I am new to this forum.

I have a signal composite of 500Hz, 1700Hz and 2500Hz signal. Sampling rate is 48K and number of data is of 1 s that is 48K too.

I need to increase the 1700Hz frequency to 1700.50Hz without changing amplitude and phase.

How can I achieve this ?

Signal -> FFT -> [Process] -> IFFT -> Signal

What could be the Process to achieve the frequency?

Any help will be higly appreciated?

[ - ] I have some of the same questions.  Taking a stab at what you want, though...
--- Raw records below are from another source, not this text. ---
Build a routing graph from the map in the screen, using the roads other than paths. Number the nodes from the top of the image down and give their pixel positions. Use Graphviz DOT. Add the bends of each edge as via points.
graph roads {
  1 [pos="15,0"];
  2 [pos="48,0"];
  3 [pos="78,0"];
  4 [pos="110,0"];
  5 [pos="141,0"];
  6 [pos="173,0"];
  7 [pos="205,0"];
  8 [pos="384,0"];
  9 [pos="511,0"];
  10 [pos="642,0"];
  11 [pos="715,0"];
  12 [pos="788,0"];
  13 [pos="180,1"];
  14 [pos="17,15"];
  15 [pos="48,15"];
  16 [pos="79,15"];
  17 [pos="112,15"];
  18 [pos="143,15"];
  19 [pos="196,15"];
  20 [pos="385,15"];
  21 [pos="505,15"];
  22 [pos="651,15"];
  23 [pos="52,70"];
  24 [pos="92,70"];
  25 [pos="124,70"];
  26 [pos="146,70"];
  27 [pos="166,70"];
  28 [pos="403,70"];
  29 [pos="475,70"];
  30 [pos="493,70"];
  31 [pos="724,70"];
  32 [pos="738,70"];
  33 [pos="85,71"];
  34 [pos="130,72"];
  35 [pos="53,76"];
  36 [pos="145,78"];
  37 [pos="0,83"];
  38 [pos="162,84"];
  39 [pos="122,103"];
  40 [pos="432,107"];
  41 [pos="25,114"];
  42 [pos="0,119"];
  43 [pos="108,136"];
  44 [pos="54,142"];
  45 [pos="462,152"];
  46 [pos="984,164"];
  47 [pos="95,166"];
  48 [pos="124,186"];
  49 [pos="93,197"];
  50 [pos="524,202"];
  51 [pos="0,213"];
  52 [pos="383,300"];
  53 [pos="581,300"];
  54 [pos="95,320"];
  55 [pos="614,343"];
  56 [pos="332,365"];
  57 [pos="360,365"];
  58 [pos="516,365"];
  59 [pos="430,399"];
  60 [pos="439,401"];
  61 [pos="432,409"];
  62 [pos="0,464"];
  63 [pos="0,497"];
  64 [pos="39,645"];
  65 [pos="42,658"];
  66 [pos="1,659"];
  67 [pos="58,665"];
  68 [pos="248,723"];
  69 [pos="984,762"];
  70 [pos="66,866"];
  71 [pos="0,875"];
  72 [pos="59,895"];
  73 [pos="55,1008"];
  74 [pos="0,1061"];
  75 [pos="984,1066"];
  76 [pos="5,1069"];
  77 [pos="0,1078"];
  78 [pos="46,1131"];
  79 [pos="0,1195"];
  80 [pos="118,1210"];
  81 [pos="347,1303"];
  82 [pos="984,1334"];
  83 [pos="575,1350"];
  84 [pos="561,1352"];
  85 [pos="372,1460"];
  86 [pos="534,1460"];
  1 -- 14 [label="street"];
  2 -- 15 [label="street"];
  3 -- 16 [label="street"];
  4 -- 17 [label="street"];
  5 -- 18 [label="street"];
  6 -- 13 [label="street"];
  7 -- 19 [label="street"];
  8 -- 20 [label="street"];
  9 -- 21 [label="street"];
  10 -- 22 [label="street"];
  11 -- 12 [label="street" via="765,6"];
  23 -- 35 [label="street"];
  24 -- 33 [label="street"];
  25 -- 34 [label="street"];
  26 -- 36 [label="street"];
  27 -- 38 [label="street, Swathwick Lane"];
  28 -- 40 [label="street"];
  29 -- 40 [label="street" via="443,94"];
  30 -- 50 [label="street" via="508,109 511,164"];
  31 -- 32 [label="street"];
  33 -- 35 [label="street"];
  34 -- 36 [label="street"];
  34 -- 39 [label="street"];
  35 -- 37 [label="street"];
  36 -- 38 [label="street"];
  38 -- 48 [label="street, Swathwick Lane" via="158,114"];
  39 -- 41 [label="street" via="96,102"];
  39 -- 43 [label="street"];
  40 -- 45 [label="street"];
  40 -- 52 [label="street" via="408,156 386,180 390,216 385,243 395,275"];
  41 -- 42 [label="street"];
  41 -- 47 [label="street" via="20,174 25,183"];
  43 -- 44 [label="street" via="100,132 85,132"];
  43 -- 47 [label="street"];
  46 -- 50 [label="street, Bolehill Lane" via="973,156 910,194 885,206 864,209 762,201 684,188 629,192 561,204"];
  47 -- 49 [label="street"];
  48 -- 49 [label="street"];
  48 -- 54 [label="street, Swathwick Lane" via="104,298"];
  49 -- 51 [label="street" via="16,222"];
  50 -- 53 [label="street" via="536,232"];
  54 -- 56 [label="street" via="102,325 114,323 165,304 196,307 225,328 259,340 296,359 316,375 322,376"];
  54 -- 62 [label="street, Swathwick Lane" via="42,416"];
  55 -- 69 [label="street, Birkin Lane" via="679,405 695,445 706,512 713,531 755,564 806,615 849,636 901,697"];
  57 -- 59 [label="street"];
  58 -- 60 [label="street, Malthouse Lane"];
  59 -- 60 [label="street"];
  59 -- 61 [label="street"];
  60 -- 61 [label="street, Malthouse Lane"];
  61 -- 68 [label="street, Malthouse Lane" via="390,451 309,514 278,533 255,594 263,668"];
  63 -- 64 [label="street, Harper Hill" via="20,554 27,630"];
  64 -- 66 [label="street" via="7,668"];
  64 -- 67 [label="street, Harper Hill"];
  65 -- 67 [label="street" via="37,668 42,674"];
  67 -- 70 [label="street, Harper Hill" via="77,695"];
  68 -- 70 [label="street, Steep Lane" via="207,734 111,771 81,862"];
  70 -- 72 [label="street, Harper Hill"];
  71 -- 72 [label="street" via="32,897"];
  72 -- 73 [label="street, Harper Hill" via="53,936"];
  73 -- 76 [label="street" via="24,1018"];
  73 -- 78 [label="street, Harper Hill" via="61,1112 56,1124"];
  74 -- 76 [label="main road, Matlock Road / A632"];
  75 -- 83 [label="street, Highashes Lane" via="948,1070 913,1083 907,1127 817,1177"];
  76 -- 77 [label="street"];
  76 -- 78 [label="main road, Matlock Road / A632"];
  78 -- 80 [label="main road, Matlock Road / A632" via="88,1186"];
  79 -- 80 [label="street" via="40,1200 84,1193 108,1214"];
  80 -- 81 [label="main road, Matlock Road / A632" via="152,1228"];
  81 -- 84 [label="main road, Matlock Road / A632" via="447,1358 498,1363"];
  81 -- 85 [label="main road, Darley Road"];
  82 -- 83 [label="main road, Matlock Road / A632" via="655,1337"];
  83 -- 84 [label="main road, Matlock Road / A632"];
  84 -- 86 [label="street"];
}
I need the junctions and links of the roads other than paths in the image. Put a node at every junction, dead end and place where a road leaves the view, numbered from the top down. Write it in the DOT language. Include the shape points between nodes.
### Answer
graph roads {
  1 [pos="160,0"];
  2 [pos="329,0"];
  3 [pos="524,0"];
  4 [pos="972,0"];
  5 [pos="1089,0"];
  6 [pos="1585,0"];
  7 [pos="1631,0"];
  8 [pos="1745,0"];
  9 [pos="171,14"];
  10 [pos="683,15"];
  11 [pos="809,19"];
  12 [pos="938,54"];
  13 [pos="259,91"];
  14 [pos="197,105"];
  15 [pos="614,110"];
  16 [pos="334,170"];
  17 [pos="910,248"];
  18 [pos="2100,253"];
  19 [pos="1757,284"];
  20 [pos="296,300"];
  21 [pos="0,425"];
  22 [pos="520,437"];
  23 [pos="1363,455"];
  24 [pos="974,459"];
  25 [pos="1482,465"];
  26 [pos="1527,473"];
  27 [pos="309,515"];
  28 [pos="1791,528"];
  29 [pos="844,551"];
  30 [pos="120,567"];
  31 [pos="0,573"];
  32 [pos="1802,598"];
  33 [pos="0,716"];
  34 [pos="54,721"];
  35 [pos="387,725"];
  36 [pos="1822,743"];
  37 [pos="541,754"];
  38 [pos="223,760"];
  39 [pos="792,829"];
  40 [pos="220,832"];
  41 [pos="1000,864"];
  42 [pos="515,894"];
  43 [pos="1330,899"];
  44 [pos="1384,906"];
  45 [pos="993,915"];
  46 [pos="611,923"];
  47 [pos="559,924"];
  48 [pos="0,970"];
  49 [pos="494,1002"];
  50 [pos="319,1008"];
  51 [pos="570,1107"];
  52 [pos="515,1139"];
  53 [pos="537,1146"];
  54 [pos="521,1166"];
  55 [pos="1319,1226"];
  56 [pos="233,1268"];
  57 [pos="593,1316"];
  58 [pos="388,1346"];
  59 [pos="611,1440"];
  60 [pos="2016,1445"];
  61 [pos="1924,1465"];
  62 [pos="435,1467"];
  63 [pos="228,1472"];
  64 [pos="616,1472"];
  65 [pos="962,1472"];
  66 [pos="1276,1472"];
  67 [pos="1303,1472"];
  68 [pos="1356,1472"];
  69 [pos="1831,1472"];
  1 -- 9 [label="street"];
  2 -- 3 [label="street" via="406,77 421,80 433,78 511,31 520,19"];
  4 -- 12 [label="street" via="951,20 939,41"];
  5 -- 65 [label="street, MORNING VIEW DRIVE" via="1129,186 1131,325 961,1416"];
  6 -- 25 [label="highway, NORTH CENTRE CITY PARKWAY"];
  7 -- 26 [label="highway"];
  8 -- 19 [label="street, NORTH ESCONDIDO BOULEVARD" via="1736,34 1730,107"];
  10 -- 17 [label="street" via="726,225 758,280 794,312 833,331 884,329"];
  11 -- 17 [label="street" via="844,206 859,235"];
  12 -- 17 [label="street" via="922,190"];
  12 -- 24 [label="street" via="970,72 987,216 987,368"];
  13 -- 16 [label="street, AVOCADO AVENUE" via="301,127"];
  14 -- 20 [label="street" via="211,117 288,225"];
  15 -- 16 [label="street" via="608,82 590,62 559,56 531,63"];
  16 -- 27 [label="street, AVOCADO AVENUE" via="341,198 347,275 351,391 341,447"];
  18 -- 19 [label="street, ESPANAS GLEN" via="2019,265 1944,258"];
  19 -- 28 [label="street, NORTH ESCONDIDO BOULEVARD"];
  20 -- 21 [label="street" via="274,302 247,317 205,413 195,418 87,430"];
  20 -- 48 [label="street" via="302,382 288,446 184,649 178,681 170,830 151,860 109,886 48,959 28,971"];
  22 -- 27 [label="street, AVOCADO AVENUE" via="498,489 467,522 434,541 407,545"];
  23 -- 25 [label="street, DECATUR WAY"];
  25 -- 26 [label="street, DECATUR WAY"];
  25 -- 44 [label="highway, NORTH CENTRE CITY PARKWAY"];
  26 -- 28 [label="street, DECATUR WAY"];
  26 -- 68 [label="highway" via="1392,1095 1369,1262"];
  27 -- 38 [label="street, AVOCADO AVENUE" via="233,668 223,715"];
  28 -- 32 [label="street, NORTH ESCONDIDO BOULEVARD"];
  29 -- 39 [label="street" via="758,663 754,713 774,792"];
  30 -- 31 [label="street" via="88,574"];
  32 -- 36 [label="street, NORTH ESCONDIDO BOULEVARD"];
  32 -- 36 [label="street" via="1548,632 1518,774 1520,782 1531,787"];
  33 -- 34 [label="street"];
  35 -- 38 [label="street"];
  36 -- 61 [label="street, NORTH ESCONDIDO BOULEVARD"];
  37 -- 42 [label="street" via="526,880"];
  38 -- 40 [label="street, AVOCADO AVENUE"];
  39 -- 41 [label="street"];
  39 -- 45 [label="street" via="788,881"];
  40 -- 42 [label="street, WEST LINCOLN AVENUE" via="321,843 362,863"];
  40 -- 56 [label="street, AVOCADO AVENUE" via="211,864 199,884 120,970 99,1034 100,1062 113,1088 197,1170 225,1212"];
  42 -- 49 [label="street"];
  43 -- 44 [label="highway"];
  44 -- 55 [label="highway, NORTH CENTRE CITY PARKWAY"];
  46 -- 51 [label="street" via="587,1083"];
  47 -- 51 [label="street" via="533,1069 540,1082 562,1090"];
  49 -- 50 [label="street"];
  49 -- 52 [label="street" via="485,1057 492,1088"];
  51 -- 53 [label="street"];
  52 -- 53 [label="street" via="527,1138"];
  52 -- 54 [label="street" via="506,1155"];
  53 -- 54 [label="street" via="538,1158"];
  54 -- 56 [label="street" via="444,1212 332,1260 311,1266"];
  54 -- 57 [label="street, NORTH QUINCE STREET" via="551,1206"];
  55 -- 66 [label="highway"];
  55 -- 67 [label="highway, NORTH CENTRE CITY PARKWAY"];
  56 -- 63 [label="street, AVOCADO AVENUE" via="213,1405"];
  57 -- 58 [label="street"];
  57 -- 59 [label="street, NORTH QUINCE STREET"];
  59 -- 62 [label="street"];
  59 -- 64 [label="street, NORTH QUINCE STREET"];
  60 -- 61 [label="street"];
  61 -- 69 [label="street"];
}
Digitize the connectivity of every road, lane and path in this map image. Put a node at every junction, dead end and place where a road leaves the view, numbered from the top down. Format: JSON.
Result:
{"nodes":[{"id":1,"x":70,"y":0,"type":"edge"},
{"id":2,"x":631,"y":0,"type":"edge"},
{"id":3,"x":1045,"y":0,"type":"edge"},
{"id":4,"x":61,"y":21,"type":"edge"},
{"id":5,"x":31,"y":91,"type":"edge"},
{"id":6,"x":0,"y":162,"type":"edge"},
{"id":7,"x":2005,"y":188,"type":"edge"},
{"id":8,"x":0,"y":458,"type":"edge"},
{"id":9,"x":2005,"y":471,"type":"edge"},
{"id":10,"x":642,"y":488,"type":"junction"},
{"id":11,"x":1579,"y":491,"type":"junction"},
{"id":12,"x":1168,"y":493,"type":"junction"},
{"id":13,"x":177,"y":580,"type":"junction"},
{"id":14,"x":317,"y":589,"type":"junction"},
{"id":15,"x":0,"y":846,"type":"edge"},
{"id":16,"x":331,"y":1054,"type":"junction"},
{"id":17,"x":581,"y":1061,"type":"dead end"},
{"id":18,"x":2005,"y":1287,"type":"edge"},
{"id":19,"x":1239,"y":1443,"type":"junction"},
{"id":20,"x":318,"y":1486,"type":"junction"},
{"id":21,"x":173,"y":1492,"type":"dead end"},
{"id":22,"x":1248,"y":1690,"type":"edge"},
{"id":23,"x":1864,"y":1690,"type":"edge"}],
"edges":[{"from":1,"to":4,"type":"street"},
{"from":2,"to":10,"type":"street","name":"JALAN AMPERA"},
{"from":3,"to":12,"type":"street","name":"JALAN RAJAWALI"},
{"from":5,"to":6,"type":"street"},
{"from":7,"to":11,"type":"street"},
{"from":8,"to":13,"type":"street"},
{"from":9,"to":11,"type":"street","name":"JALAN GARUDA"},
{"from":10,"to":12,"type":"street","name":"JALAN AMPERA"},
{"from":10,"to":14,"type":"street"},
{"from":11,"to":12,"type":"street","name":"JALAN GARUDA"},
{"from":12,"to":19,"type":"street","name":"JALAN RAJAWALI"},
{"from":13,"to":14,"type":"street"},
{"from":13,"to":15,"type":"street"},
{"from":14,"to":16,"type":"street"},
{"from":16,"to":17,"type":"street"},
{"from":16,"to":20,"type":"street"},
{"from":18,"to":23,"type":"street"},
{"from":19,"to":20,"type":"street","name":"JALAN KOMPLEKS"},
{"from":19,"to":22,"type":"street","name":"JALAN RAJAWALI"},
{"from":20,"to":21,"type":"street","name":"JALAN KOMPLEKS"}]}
I would probably window the data to reduce spreading and take a 192000 point fft.  Then, I'd grab the +/- 20 bins surrounding the peak corresponding to the 1700Hz (centered at 6800) and shift the entire block two bins to the right. Then I'd grab the +/- 20 bins surrounding its mirrored counterpart (centered at 185200) and shift them two bins to the left.  You'll have two redundant fft entries on each side leftover from your copy, but they are 20 bins away from anything of interest.  Then, take the inverse fft and the real part of the first 48000 complex values that get spit out may be what you are looking for.

You will want to check it first, though.  :)

I have no idea of your tolerance to noise and discontinuities and asymmetry and...  This is definitely treating the data roughly.  But - depending upon what you can live with - that might do it.

[ - ] during this change of frequency of 1700.0Hz to 1700.5Hz what happens to the rest of the spectrum? i.e. should the 500Hz and 2500Hz remain unchanged?
[ - ] If I didn't miss the point:

changing the frequency cannot leave the phase unchanged, because a higher frequency means the phase is changing faster, so you cannot have unchanged phase, or?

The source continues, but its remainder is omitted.